■ **TO DO**: An exact copy of every record is the expected answer.

■ **Extracted data entries**:
*** Begin section ***
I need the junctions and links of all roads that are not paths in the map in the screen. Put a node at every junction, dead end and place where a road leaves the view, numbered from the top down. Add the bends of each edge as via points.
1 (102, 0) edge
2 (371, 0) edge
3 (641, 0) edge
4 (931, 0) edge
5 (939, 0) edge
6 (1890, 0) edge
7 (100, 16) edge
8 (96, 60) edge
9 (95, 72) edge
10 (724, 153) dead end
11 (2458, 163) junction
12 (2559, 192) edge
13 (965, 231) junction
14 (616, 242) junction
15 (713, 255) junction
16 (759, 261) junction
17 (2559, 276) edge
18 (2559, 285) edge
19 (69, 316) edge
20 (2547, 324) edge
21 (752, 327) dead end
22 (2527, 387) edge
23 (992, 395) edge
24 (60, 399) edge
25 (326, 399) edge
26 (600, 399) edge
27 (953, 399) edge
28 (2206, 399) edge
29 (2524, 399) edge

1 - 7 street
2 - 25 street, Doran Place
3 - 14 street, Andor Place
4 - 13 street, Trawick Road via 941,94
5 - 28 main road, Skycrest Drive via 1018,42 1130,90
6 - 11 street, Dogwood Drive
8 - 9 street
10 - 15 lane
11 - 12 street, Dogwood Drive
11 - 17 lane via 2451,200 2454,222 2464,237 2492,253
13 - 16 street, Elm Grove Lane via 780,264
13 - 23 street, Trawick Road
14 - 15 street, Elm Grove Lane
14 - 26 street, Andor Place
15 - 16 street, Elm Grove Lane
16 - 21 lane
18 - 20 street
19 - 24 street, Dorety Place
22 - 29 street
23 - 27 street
*** End section ***
■ **EXERCISE RESPONSE**:
I need the junctions and links of all roads that are not paths in the map in the screen. Put a node at every junction, dead end and place where a road leaves the view, numbered from the top down. Add the bends of each edge as via points.
1 (102, 0) edge
2 (371, 0) edge
3 (641, 0) edge
4 (931, 0) edge
5 (939, 0) edge
6 (1890, 0) edge
7 (100, 16) edge
8 (96, 60) edge
9 (95, 72) edge
10 (724, 153) dead end
11 (2458, 163) junction
12 (2559, 192) edge
13 (965, 231) junction
14 (616, 242) junction
15 (713, 255) junction
16 (759, 261) junction
17 (2559, 276) edge
18 (2559, 285) edge
19 (69, 316) edge
20 (2547, 324) edge
21 (752, 327) dead end
22 (2527, 387) edge
23 (992, 395) edge
24 (60, 399) edge
25 (326, 399) edge
26 (600, 399) edge
27 (953, 399) edge
28 (2206, 399) edge
29 (2524, 399) edge

1 - 7 street
2 - 25 street, Doran Place
3 - 14 street, Andor Place
4 - 13 street, Trawick Road via 941,94
5 - 28 main road, Skycrest Drive via 1018,42 1130,90
6 - 11 street, Dogwood Drive
8 - 9 street
10 - 15 lane
11 - 12 street, Dogwood Drive
11 - 17 lane via 2451,200 2454,222 2464,237 2492,253
13 - 16 street, Elm Grove Lane via 780,264
13 - 23 street, Trawick Road
14 - 15 street, Elm Grove Lane
14 - 26 street, Andor Place
15 - 16 street, Elm Grove Lane
16 - 21 lane
18 - 20 street
19 - 24 street, Dorety Place
22 - 29 street
23 - 27 street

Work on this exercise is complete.